[Record extracts Boundary: Start]
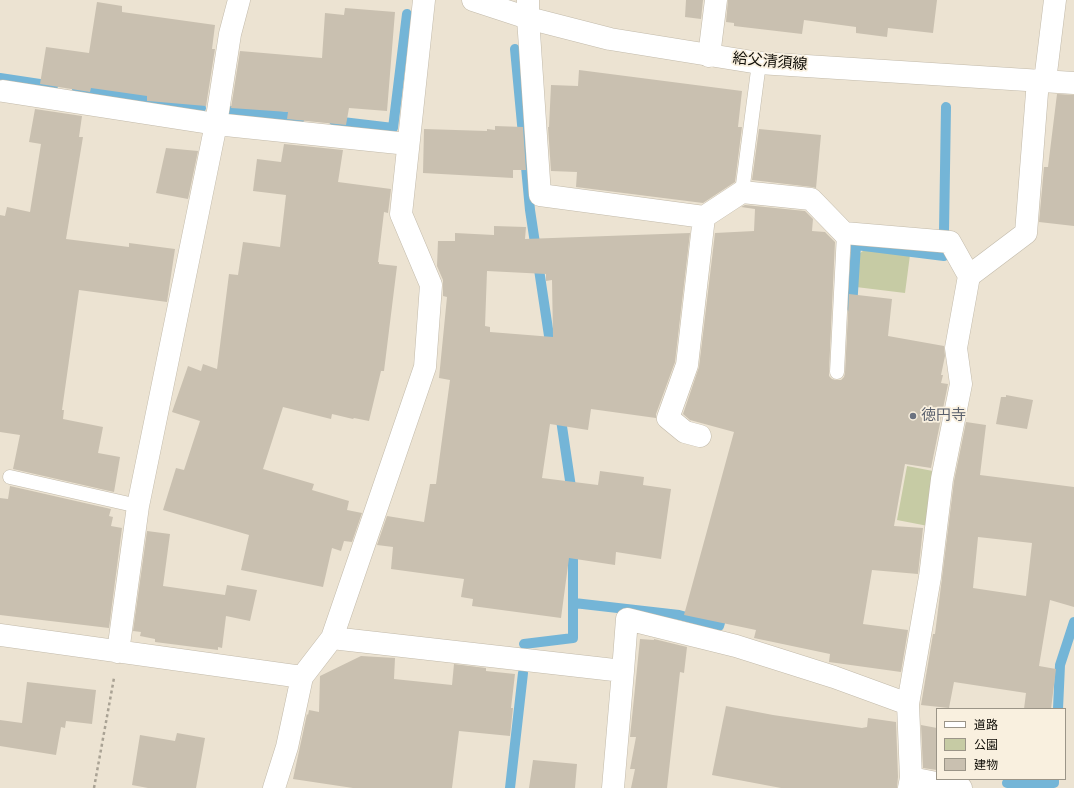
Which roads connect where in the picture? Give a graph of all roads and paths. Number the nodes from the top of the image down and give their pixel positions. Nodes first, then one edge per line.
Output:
1 (239, 0) edge
2 (424, 0) edge
3 (473, 0) edge
4 (716, 0) edge
5 (1055, 0) edge
6 (528, 9) edge
7 (709, 56) junction
8 (759, 63) junction
9 (1041, 80) junction
10 (1074, 83) edge
11 (3, 91) dead end
12 (216, 124) junction
13 (408, 144) junction
14 (742, 192) junction
15 (704, 217) junction
16 (844, 233) junction
17 (969, 276) junction
18 (837, 372) dead end
19 (700, 436) dead end
20 (10, 477) dead end
21 (138, 506) junction
22 (0, 635) edge
23 (332, 638) junction
24 (118, 652) junction
25 (623, 671) junction
26 (302, 678) junction
27 (908, 704) junction
28 (910, 783) edge
29 (94, 788) edge
30 (274, 788) edge
31 (612, 788) edge
32 (961, 788) edge

1 - 12 street
2 - 13 street
3 - 6 street, 給父清須線
4 - 7 street
5 - 9 street
6 - 7 street, 給父清須線
6 - 15 street
7 - 8 street, 給父清須線
8 - 9 street, 給父清須線
8 - 14 lane
9 - 10 street, 給父清須線
9 - 17 street
11 - 12 street
12 - 13 street
12 - 21 street
13 - 23 street
14 - 15 street
14 - 16 street
15 - 19 street
16 - 17 street
16 - 18 lane
17 - 27 street
20 - 21 lane
21 - 24 street
22 - 24 street
23 - 25 street
23 - 26 street
24 - 26 street
24 - 29 path
25 - 27 street
25 - 31 street
26 - 30 street
27 - 28 street
28 - 32 street

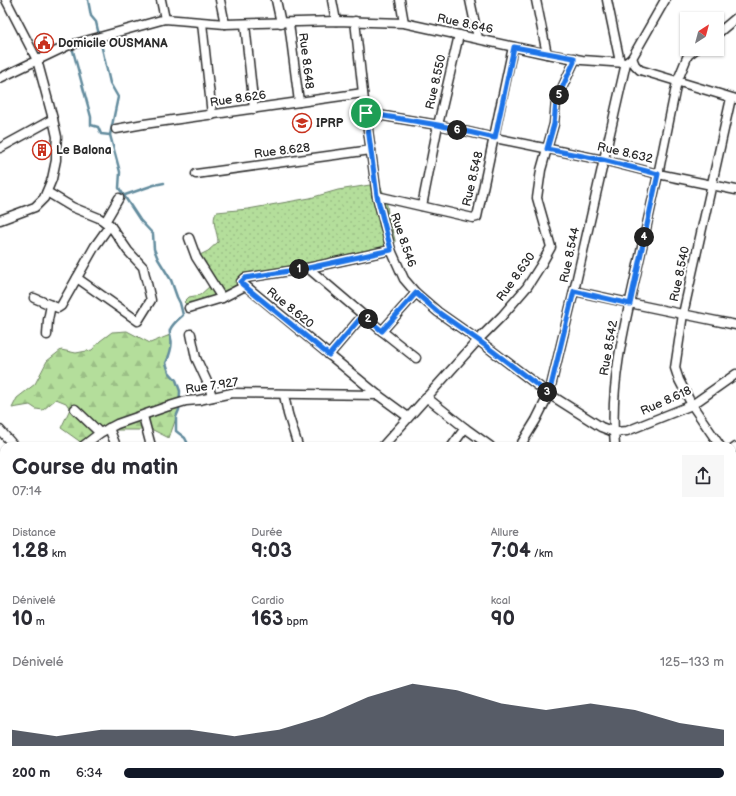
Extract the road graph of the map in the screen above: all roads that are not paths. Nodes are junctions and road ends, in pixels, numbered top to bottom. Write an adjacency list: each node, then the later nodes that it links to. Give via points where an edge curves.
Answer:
1 (6, 0): 27 (street)
2 (161, 0): 12 (street)
3 (220, 0): 18 (street)
4 (276, 0): 16 (street, Rue 8.648)
5 (332, 0): 13 (street)
6 (400, 0): 17 (street)
7 (470, 0): 22 (street)
8 (536, 0): 24 (street)
9 (607, 0): 28 (street)
10 (665, 0): 28 (street)
11 (736, 18): 20 (street)
12 (165, 19): 15 (street, Rue 8.646); 27 (street, Rue 8.646, via 67,46)
13 (336, 21): 14 (street, Rue 8.646); 16 (street, Rue 8.646)
14 (355, 21): 17 (street, Rue 8.646); 31 (street, Rue 8.546)
15 (202, 23): 18 (street, Rue 8.646); 36 (street)
16 (285, 23): 19 (street, Rue 8.646); 33 (street, Rue 8.648)
17 (404, 23): 21 (street, Rue 8.646)
18 (225, 24): 19 (street, Rue 8.646)
19 (245, 24): 34 (street)
20 (724, 28)
21 (459, 35): 22 (street, Rue 8.646); 38 (street, Rue 8.550)
22 (478, 38): 23 (street, Rue 8.646)
23 (514, 47): 24 (street, Rue 8.646); 40 (street, Rue 8.548)
24 (547, 54): 26 (street, Rue 8.646)
25 (688, 56): 30 (street, Rue 8.542)
26 (574, 58): 28 (street, Rue 8.646); 42 (street, Rue 8.630, via 556,101 554,124)
27 (37, 60): 29 (street, Rue 8.646); 37 (street)
28 (626, 61): 30 (street, via 640,70); 44 (street, Rue 8.544)
29 (0, 78)
30 (677, 82): 32 (street); 46 (street, Rue 8.542)
31 (363, 93): 33 (street, Rue 8.626); 35 (street, Rue 8.546)
32 (733, 99): 47 (street, Rue 8.540)
33 (299, 102): 34 (street, Rue 8.626)
34 (254, 109): 36 (street, Rue 8.626)
35 (366, 113): 38 (street, Rue 8.632); 43 (street, Rue 8.546)
36 (212, 115): 39 (street, Rue 8.626)
37 (53, 119): 41 (street); 49 (street, via 57,136 56,160)
38 (438, 125): 40 (street, Rue 8.632); 52 (street, Rue 8.550)
39 (116, 129)
40 (495, 138): 42 (street, Rue 8.632); 52 (street, Rue 8.548, via 477,217)
41 (0, 148)
42 (547, 149): 44 (street, Rue 8.632); 73 (street, Rue 8.630, via 537,198 551,248 527,287)
43 (371, 150): 45 (street, Rue 8.628); 50 (street, Rue 8.546)
44 (603, 160): 46 (street, Rue 8.632); 60 (street, Rue 8.544)
45 (196, 174)
46 (658, 174): 47 (street, Rue 8.632); 64 (street, Rue 8.542)
47 (711, 185): 48 (street, Rue 8.632); 67 (street, Rue 8.540)
48 (736, 190)
49 (47, 192): 53 (street, via 35,207); 54 (street, via 72,207)
50 (377, 196): 52 (street, Rue 8.548); 56 (street, Rue 8.546)
51 (119, 198): 54 (street)
52 (422, 206)
53 (0, 220)
54 (108, 223): 58 (street); 58 (street, via 143,267 152,300 138,321)
55 (189, 238): 63 (street, via 196,257)
56 (391, 250): 57 (street, Rue 8.620); 61 (street, Rue 8.546, via 404,278)
57 (308, 268): 59 (street, Rue 8.620, via 245,278 241,282); 68 (street)
58 (77, 278): 65 (street, via 61,306 58,308)
59 (245, 286): 63 (street); 74 (street, Rue 8.620)
60 (574, 291): 64 (street); 77 (street, Rue 8.544)
61 (416, 293): 70 (street); 73 (street, Rue 8.546)
62 (34, 298): 65 (street)
63 (222, 298): 66 (street)
64 (630, 304): 67 (street); 89 (street, Rue 8.542, via 617,371 613,410)
65 (51, 305): 72 (street)
66 (189, 308)
67 (683, 314): 69 (street); 82 (street, Rue 8.540, via 675,368)
68 (363, 315): 70 (street); 74 (street)
69 (736, 325)
70 (382, 331): 75 (street)
71 (191, 334): 80 (street, via 196,358)
72 (47, 335)
73 (478, 340): 77 (street, Rue 8.546); 81 (street, Rue 8.630)
74 (329, 355): 79 (street, Rue 8.620)
75 (416, 358)
76 (736, 374): 82 (street, Rue 8.618)
77 (549, 394): 89 (street, Rue 8.546, via 601,427); 99 (street, Rue 8.544)
78 (284, 395): 79 (street, Rue 7.927); 80 (street, Rue 7.927, via 232,393); 95 (street)
79 (378, 395): 85 (street, Rue 8.620)
80 (212, 397): 84 (street, Rue 7.927, via 166,406)
81 (426, 397): 85 (street, Rue 8.630); 87 (street)
82 (692, 405): 89 (street, Rue 8.618, via 627,430); 101 (street, Rue 8.540)
83 (75, 409): 90 (street)
84 (143, 416): 86 (street, Rue 7.927); 94 (street)
85 (408, 417): 96 (street, Rue 8.630)
86 (109, 428): 90 (street, Rue 7.927); 93 (street)
87 (465, 428): 97 (street); 98 (street)
88 (0, 430): 91 (street)
89 (614, 432): 100 (street)
90 (100, 433): 92 (street, Rue 7.927)
91 (10, 442)
92 (88, 442)
93 (114, 442)
94 (150, 442)
95 (297, 442)
96 (386, 442)
97 (455, 442)
98 (484, 442)
99 (522, 442)
100 (615, 442)
101 (717, 442)

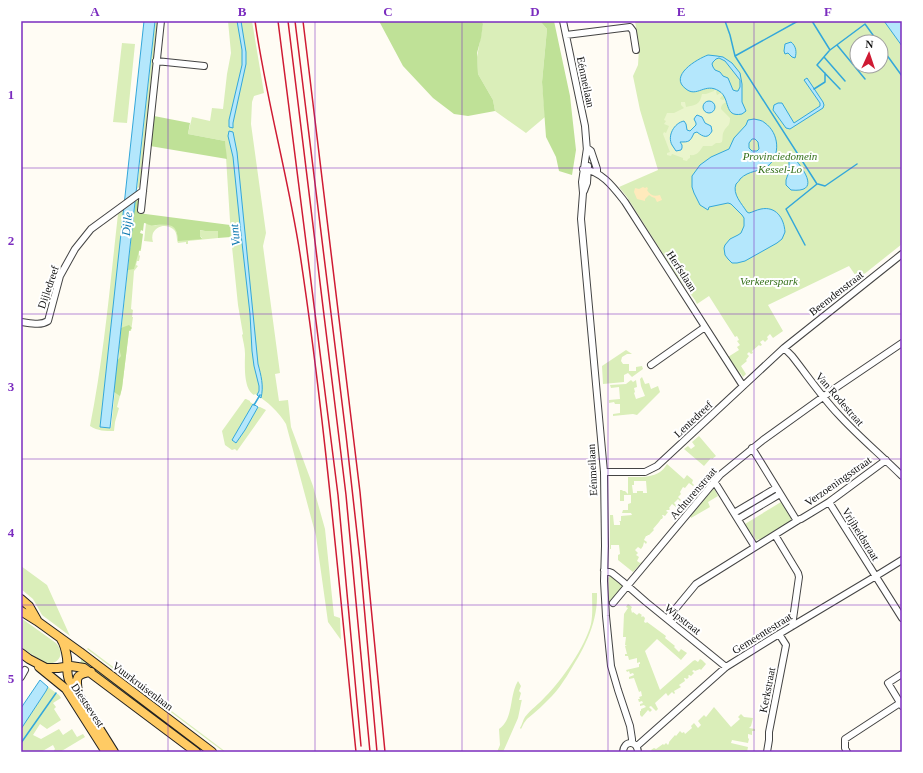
[Record extracts Boundary: End]
§ **Problem details**: Since the pictures are not wanted, repeat only the rest of the material, exactly as given.

§ **Solved problem**:
Which roads connect where in the picture? Give a graph of all roads and paths. Number the nodes from the top of the image down and give their pixel positions. Nodes first, then one edge per line.
Output:
1 (239, 0) edge
2 (424, 0) edge
3 (473, 0) edge
4 (716, 0) edge
5 (1055, 0) edge
6 (528, 9) edge
7 (709, 56) junction
8 (759, 63) junction
9 (1041, 80) junction
10 (1074, 83) edge
11 (3, 91) dead end
12 (216, 124) junction
13 (408, 144) junction
14 (742, 192) junction
15 (704, 217) junction
16 (844, 233) junction
17 (969, 276) junction
18 (837, 372) dead end
19 (700, 436) dead end
20 (10, 477) dead end
21 (138, 506) junction
22 (0, 635) edge
23 (332, 638) junction
24 (118, 652) junction
25 (623, 671) junction
26 (302, 678) junction
27 (908, 704) junction
28 (910, 783) edge
29 (94, 788) edge
30 (274, 788) edge
31 (612, 788) edge
32 (961, 788) edge

1 - 12 street
2 - 13 street
3 - 6 street, 給父清須線
4 - 7 street
5 - 9 street
6 - 7 street, 給父清須線
6 - 15 street
7 - 8 street, 給父清須線
8 - 9 street, 給父清須線
8 - 14 lane
9 - 10 street, 給父清須線
9 - 17 street
11 - 12 street
12 - 13 street
12 - 21 street
13 - 23 street
14 - 15 street
14 - 16 street
15 - 19 street
16 - 17 street
16 - 18 lane
17 - 27 street
20 - 21 lane
21 - 24 street
22 - 24 street
23 - 25 street
23 - 26 street
24 - 26 street
24 - 29 path
25 - 27 street
25 - 31 street
26 - 30 street
27 - 28 street
28 - 32 street

Extract the road graph of the map in the screen above: all roads that are not paths. Nodes are junctions and road ends, in pixels, numbered top to bottom. Write an adjacency list: each node, then the later nodes that it links to. Give via points where an edge curves.
Answer:
1 (6, 0): 27 (street)
2 (161, 0): 12 (street)
3 (220, 0): 18 (street)
4 (276, 0): 16 (street, Rue 8.648)
5 (332, 0): 13 (street)
6 (400, 0): 17 (street)
7 (470, 0): 22 (street)
8 (536, 0): 24 (street)
9 (607, 0): 28 (street)
10 (665, 0): 28 (street)
11 (736, 18): 20 (street)
12 (165, 19): 15 (street, Rue 8.646); 27 (street, Rue 8.646, via 67,46)
13 (336, 21): 14 (street, Rue 8.646); 16 (street, Rue 8.646)
14 (355, 21): 17 (street, Rue 8.646); 31 (street, Rue 8.546)
15 (202, 23): 18 (street, Rue 8.646); 36 (street)
16 (285, 23): 19 (street, Rue 8.646); 33 (street, Rue 8.648)
17 (404, 23): 21 (street, Rue 8.646)
18 (225, 24): 19 (street, Rue 8.646)
19 (245, 24): 34 (street)
20 (724, 28)
21 (459, 35): 22 (street, Rue 8.646); 38 (street, Rue 8.550)
22 (478, 38): 23 (street, Rue 8.646)
23 (514, 47): 24 (street, Rue 8.646); 40 (street, Rue 8.548)
24 (547, 54): 26 (street, Rue 8.646)
25 (688, 56): 30 (street, Rue 8.542)
26 (574, 58): 28 (street, Rue 8.646); 42 (street, Rue 8.630, via 556,101 554,124)
27 (37, 60): 29 (street, Rue 8.646); 37 (street)
28 (626, 61): 30 (street, via 640,70); 44 (street, Rue 8.544)
29 (0, 78)
30 (677, 82): 32 (street); 46 (street, Rue 8.542)
31 (363, 93): 33 (street, Rue 8.626); 35 (street, Rue 8.546)
32 (733, 99): 47 (street, Rue 8.540)
33 (299, 102): 34 (street, Rue 8.626)
34 (254, 109): 36 (street, Rue 8.626)
35 (366, 113): 38 (street, Rue 8.632); 43 (street, Rue 8.546)
36 (212, 115): 39 (street, Rue 8.626)
37 (53, 119): 41 (street); 49 (street, via 57,136 56,160)
38 (438, 125): 40 (street, Rue 8.632); 52 (street, Rue 8.550)
39 (116, 129)
40 (495, 138): 42 (street, Rue 8.632); 52 (street, Rue 8.548, via 477,217)
41 (0, 148)
42 (547, 149): 44 (street, Rue 8.632); 73 (street, Rue 8.630, via 537,198 551,248 527,287)
43 (371, 150): 45 (street, Rue 8.628); 50 (street, Rue 8.546)
44 (603, 160): 46 (street, Rue 8.632); 60 (street, Rue 8.544)
45 (196, 174)
46 (658, 174): 47 (street, Rue 8.632); 64 (street, Rue 8.542)
47 (711, 185): 48 (street, Rue 8.632); 67 (street, Rue 8.540)
48 (736, 190)
49 (47, 192): 53 (street, via 35,207); 54 (street, via 72,207)
50 (377, 196): 52 (street, Rue 8.548); 56 (street, Rue 8.546)
51 (119, 198): 54 (street)
52 (422, 206)
53 (0, 220)
54 (108, 223): 58 (street); 58 (street, via 143,267 152,300 138,321)
55 (189, 238): 63 (street, via 196,257)
56 (391, 250): 57 (street, Rue 8.620); 61 (street, Rue 8.546, via 404,278)
57 (308, 268): 59 (street, Rue 8.620, via 245,278 241,282); 68 (street)
58 (77, 278): 65 (street, via 61,306 58,308)
59 (245, 286): 63 (street); 74 (street, Rue 8.620)
60 (574, 291): 64 (street); 77 (street, Rue 8.544)
61 (416, 293): 70 (street); 73 (street, Rue 8.546)
62 (34, 298): 65 (street)
63 (222, 298): 66 (street)
64 (630, 304): 67 (street); 89 (street, Rue 8.542, via 617,371 613,410)
65 (51, 305): 72 (street)
66 (189, 308)
67 (683, 314): 69 (street); 82 (street, Rue 8.540, via 675,368)
68 (363, 315): 70 (street); 74 (street)
69 (736, 325)
70 (382, 331): 75 (street)
71 (191, 334): 80 (street, via 196,358)
72 (47, 335)
73 (478, 340): 77 (street, Rue 8.546); 81 (street, Rue 8.630)
74 (329, 355): 79 (street, Rue 8.620)
75 (416, 358)
76 (736, 374): 82 (street, Rue 8.618)
77 (549, 394): 89 (street, Rue 8.546, via 601,427); 99 (street, Rue 8.544)
78 (284, 395): 79 (street, Rue 7.927); 80 (street, Rue 7.927, via 232,393); 95 (street)
79 (378, 395): 85 (street, Rue 8.620)
80 (212, 397): 84 (street, Rue 7.927, via 166,406)
81 (426, 397): 85 (street, Rue 8.630); 87 (street)
82 (692, 405): 89 (street, Rue 8.618, via 627,430); 101 (street, Rue 8.540)
83 (75, 409): 90 (street)
84 (143, 416): 86 (street, Rue 7.927); 94 (street)
85 (408, 417): 96 (street, Rue 8.630)
86 (109, 428): 90 (street, Rue 7.927); 93 (street)
87 (465, 428): 97 (street); 98 (street)
88 (0, 430): 91 (street)
89 (614, 432): 100 (street)
90 (100, 433): 92 (street, Rue 7.927)
91 (10, 442)
92 (88, 442)
93 (114, 442)
94 (150, 442)
95 (297, 442)
96 (386, 442)
97 (455, 442)
98 (484, 442)
99 (522, 442)
100 (615, 442)
101 (717, 442)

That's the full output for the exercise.